■ Problem ■
Take each line in the entries below that holds "roads" and show it.
::::::::
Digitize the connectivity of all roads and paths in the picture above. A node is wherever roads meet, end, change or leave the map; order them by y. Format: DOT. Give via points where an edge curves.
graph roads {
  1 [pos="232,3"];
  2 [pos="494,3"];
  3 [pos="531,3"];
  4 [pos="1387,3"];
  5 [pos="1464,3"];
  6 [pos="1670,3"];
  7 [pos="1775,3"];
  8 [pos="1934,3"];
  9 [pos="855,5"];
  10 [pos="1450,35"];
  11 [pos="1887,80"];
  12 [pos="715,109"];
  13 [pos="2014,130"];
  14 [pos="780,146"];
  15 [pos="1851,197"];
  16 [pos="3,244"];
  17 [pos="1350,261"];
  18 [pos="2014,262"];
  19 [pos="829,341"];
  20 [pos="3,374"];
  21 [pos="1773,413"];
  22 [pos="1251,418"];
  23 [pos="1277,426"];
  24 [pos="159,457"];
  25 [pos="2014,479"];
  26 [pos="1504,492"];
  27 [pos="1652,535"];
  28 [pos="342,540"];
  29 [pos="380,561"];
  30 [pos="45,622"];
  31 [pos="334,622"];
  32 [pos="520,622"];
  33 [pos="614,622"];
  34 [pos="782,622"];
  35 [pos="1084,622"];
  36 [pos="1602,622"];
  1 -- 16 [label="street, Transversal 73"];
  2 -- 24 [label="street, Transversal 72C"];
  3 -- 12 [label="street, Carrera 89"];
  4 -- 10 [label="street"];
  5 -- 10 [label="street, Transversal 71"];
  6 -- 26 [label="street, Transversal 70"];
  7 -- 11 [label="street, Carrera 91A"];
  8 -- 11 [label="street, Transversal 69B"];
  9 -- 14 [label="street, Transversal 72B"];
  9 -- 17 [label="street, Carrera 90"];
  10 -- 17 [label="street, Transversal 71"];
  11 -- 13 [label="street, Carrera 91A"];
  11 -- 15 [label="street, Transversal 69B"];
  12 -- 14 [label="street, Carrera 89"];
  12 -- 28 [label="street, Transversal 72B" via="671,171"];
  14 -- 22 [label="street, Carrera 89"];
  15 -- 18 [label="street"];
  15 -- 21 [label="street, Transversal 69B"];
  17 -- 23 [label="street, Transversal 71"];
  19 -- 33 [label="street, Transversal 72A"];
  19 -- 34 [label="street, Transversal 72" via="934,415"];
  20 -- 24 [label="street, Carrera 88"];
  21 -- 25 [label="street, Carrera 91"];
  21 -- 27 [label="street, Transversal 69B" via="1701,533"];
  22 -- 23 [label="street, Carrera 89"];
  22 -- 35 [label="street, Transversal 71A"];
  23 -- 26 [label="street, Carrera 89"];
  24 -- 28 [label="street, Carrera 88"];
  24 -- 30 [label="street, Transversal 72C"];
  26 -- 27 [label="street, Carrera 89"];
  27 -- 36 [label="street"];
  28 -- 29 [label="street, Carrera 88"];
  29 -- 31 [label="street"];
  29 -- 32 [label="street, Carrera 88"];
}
::::::::
■ Written solution ■
Digitize the connectivity of all roads and paths in the picture above. A node is wherever roads meet, end, change or leave the map; order them by y. Format: DOT. Give via points where an edge curves.
graph roads {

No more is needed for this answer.